[Recorded information — start]

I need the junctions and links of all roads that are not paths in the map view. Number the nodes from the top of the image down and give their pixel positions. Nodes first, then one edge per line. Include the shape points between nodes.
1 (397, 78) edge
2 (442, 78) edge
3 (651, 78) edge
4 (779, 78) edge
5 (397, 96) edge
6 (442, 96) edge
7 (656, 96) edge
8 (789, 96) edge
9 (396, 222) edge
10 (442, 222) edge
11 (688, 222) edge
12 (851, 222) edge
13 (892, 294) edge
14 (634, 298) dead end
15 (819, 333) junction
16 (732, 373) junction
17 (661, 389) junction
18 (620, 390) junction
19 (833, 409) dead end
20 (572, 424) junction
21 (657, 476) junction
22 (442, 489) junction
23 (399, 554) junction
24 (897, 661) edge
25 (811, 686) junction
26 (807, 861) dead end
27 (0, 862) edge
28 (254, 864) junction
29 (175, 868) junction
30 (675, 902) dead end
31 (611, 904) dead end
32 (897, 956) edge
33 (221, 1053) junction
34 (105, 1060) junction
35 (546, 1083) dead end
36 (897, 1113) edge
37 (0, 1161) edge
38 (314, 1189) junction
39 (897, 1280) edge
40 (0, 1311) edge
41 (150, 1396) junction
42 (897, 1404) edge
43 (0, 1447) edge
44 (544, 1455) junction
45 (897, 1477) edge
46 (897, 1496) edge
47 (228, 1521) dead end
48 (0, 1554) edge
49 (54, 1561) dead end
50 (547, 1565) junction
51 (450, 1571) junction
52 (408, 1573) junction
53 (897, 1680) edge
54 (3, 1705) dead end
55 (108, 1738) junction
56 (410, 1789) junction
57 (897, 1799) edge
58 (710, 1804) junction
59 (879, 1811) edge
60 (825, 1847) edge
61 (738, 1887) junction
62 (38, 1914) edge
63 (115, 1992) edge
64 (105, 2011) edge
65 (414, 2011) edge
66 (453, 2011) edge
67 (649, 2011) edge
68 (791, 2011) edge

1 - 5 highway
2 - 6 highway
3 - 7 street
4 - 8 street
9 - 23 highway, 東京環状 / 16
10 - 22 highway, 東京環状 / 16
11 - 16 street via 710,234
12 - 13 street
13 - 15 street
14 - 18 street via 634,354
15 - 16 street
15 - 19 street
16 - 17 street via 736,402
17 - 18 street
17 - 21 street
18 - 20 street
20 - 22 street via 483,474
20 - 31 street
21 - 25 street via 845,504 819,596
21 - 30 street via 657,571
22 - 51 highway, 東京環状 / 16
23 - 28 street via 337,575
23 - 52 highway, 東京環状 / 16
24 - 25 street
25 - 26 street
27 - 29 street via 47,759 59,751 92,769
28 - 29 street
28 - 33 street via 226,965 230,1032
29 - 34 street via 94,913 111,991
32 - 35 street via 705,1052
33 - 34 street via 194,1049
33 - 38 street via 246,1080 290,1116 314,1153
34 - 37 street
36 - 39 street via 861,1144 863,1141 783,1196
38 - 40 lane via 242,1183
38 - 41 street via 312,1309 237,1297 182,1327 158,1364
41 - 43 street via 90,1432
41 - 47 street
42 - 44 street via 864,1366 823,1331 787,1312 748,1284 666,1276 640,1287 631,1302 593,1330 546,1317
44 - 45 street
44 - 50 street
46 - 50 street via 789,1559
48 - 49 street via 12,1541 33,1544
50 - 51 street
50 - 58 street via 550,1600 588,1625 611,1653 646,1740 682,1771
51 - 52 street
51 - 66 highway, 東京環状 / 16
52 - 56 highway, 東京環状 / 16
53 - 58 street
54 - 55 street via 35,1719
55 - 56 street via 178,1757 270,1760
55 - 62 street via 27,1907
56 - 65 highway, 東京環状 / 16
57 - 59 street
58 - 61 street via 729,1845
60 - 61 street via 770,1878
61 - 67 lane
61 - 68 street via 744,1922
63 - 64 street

[Recorded information — finish]

Return the data above in full. Keep every line exactly as it is.

▶ Exercise response:
I need the junctions and links of all roads that are not paths in the map view. Number the nodes from the top of the image down and give their pixel positions. Nodes first, then one edge per line. Include the shape points between nodes.
1 (397, 78) edge
2 (442, 78) edge
3 (651, 78) edge
4 (779, 78) edge
5 (397, 96) edge
6 (442, 96) edge
7 (656, 96) edge
8 (789, 96) edge
9 (396, 222) edge
10 (442, 222) edge
11 (688, 222) edge
12 (851, 222) edge
13 (892, 294) edge
14 (634, 298) dead end
15 (819, 333) junction
16 (732, 373) junction
17 (661, 389) junction
18 (620, 390) junction
19 (833, 409) dead end
20 (572, 424) junction
21 (657, 476) junction
22 (442, 489) junction
23 (399, 554) junction
24 (897, 661) edge
25 (811, 686) junction
26 (807, 861) dead end
27 (0, 862) edge
28 (254, 864) junction
29 (175, 868) junction
30 (675, 902) dead end
31 (611, 904) dead end
32 (897, 956) edge
33 (221, 1053) junction
34 (105, 1060) junction
35 (546, 1083) dead end
36 (897, 1113) edge
37 (0, 1161) edge
38 (314, 1189) junction
39 (897, 1280) edge
40 (0, 1311) edge
41 (150, 1396) junction
42 (897, 1404) edge
43 (0, 1447) edge
44 (544, 1455) junction
45 (897, 1477) edge
46 (897, 1496) edge
47 (228, 1521) dead end
48 (0, 1554) edge
49 (54, 1561) dead end
50 (547, 1565) junction
51 (450, 1571) junction
52 (408, 1573) junction
53 (897, 1680) edge
54 (3, 1705) dead end
55 (108, 1738) junction
56 (410, 1789) junction
57 (897, 1799) edge
58 (710, 1804) junction
59 (879, 1811) edge
60 (825, 1847) edge
61 (738, 1887) junction
62 (38, 1914) edge
63 (115, 1992) edge
64 (105, 2011) edge
65 (414, 2011) edge
66 (453, 2011) edge
67 (649, 2011) edge
68 (791, 2011) edge

1 - 5 highway
2 - 6 highway
3 - 7 street
4 - 8 street
9 - 23 highway, 東京環状 / 16
10 - 22 highway, 東京環状 / 16
11 - 16 street via 710,234
12 - 13 street
13 - 15 street
14 - 18 street via 634,354
15 - 16 street
15 - 19 street
16 - 17 street via 736,402
17 - 18 street
17 - 21 street
18 - 20 street
20 - 22 street via 483,474
20 - 31 street
21 - 25 street via 845,504 819,596
21 - 30 street via 657,571
22 - 51 highway, 東京環状 / 16
23 - 28 street via 337,575
23 - 52 highway, 東京環状 / 16
24 - 25 street
25 - 26 street
27 - 29 street via 47,759 59,751 92,769
28 - 29 street
28 - 33 street via 226,965 230,1032
29 - 34 street via 94,913 111,991
32 - 35 street via 705,1052
33 - 34 street via 194,1049
33 - 38 street via 246,1080 290,1116 314,1153
34 - 37 street
36 - 39 street via 861,1144 863,1141 783,1196
38 - 40 lane via 242,1183
38 - 41 street via 312,1309 237,1297 182,1327 158,1364
41 - 43 street via 90,1432
41 - 47 street
42 - 44 street via 864,1366 823,1331 787,1312 748,1284 666,1276 640,1287 631,1302 593,1330 546,1317
44 - 45 street
44 - 50 street
46 - 50 street via 789,1559
48 - 49 street via 12,1541 33,1544
50 - 51 street
50 - 58 street via 550,1600 588,1625 611,1653 646,1740 682,1771
51 - 52 street
51 - 66 highway, 東京環状 / 16
52 - 56 highway, 東京環状 / 16
53 - 58 street
54 - 55 street via 35,1719
55 - 56 street via 178,1757 270,1760
55 - 62 street via 27,1907
56 - 65 highway, 東京環状 / 16
57 - 59 street
58 - 61 street via 729,1845
60 - 61 street via 770,1878
61 - 67 lane
61 - 68 street via 744,1922
63 - 64 street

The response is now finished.